‘THE English are coming.’
Not so long ago, four words capable of sending a chill down the collective spine of Europe as it meant the hooligans were on their way.
Now, though, it is on the football fields of the continent where the English are doing the most damage.
This season’s two major Euro finals are both all-Premier League affairs. Chelsea and Arsenal will tomorrow go head-to-head for the right to be crowned Europa League winners, three days before Tottenham Hotspur and Liverpool do battle in Madrid for the Champions League.
Supporters of even the cream of La Liga, the Bundesliga and Serie A can only look on with envy. That jealousy may yet extend into next week, too, when attention turns to the international game.
Again, England will be centre stage, this time joined by Switzerland, Holland and Portugal as the inaugural UEFA Nations League reaches a climax.
Now, the German FA looks to England for tips on development and the debate centres on why their home-grown players do not boast the same individual skills as those reared in the Premier League Academies.Chief football writer Richard Sutcliffe
Gareth Southgate’s side, fresh from reaching the last four of the World Cup a little under a year ago, tackle the Dutch on Thursday week in Guimares, where victory will mean a chance to end 53 years of hurt by lifting a major trophy three days later in Porto.
It is a tantalising prospect and one that if it comes to fruition will continue a remarkable upturn in the fortunes of England’s footballers just three years on from the debacle that was Iceland inflicting a knockout blow on Roy Hodgson’s flops at Euro 2016.
Just how big that recovery has been is perhaps best illustrated by the various successes enjoyed by England’s under-age sides.
England are the holders of the Under-17s and Under-20s World Cups. The Under-19s were also crowned European champions in 2017, while the Under-21s are joint favourites with Spain to triumph at next month’s European Championships in Italy.
The record against the traditional football superpowers is equally impressive with the Under-17s unbeaten in six meetings with Germany and Brazil having been beaten twice in a row by the Three Lions at the same age group by three goals to one.
This dominance has brought about a huge role reversal. Now, the German FA looks to England for tips on development and the debate centres on why their home-grown players do not boast the same individual skills as those reared in the Premier League Academies.
Jadon Sancho’s success in the Bundesliga has only heightened the sense in a country with four World Cups and three European Championships to its name that they are now playing catch-up with the English.
Just when this translates into the Premier League elite giving a long overdue chance to youth remains to be seen.

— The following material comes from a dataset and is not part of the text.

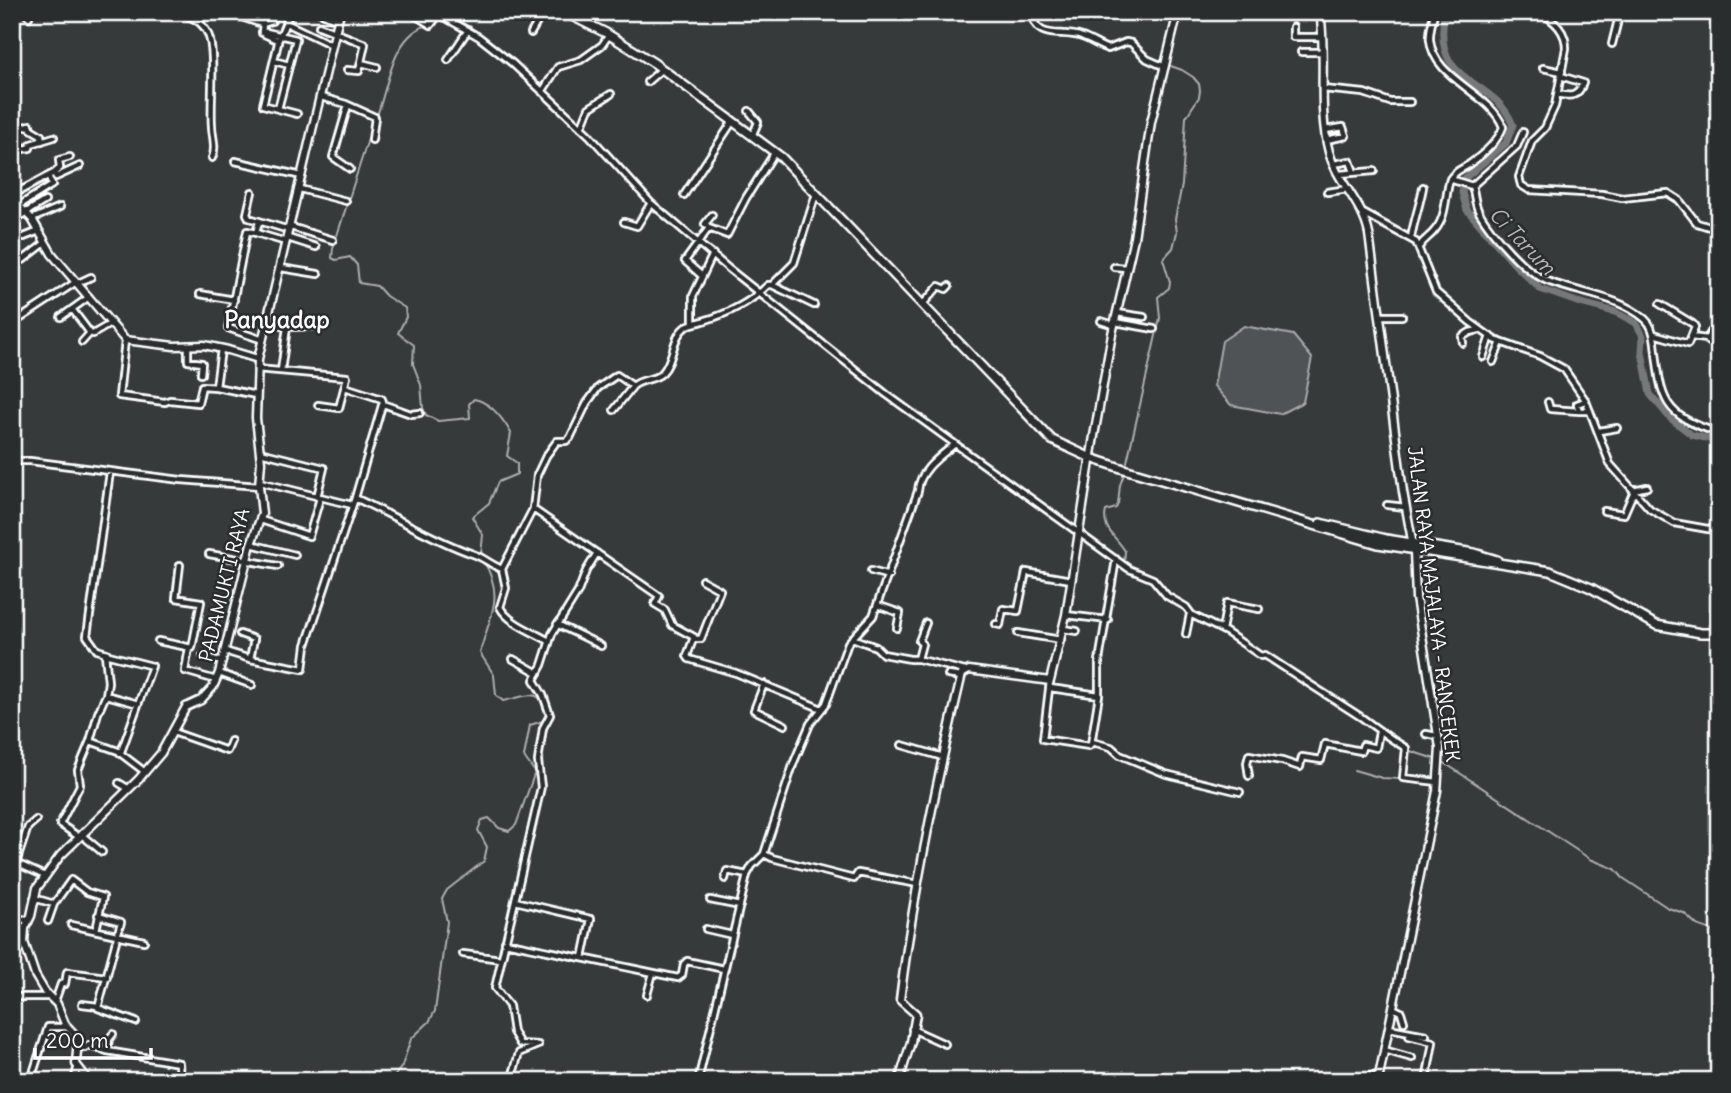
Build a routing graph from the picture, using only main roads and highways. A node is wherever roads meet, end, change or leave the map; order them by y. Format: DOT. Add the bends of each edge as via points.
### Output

The percentage of players eligible for Three Lions duty who appear in the top flight continues to fall each year.
But, at least those fortunate to get game-time are benefiting from surely the most competitive elite competition in the world.
Manchester City and Liverpool may have been streets ahead of everyone else last season but there was still the potential for one or the other to stumble during that enthralling run-in.
It took an extraordinary winner from Vincent Kompany to deny Leicester City a point less than a week before Pep Guardiola’s side were crowned champions after beating Brighton 5-1 on the final day.
Even at the Amex, however, City fell behind, while Wolverhampton Wanderers were arguably the better side in losing at Anfield on the same afternoon.
May also brought a victory for Bournemouth over Tottenham, while Arsenal were held to a 1-1 draw on home soil by Brighton. Even Huddersfield Town displayed sufficient fight and motivation in earning a point at home to Manchester United to leave visiting captain Ashley Young to bemoan, ‘It was a Cup final for them’. Not quite, Ashley, but the Terriers did undoubtedly do justice to a competition that remains as combative as it does enthralling.
This need to be up for battle every single week is surely a contributory factor in why English clubs have fared so well in Europe.
When a side needs to dig deep into their resolve a la Liverpool at home to Barcelona or Spurs in Amsterdam, they are able to do so. This competition is why the TV cash still rolls in.
Monies may have peaked domestically and be on the way down, as leading industry analyst Claire Enders suggested to the FT Business Summit just last week.
But the Premier League’s appeal around the world means any potential shortfall is likely to be made up from overseas rights.
This financial dominance of Europe is likely to continue. La Liga chiefs may have made reference much earlier this month as to how their annual revenue had reached record levels but even the £3.86bn banked collectively by Spain’s top 42 clubs in 2017-18 is £1bn shy of what the Premier League generated alone.
Germany, with £3.88bn, is also in record-breaking territory but remains in the slipstream of England’s top division, as does Serie A. This explains why Juventus chairman Andrea Agnelli and others in the European Club Association are so keen to expand the Champions League to the detriment of the domestic leagues.
Watching what has been dubbed ‘the Full English’ from the sidelines in Baku and Madrid is only going to strengthen that resolve to bring about change.
It is to be hoped they fail. For now, though, every fan of football in this country should sit back, grab a beer and enjoy what may well be a golden fortnight in the history of English football.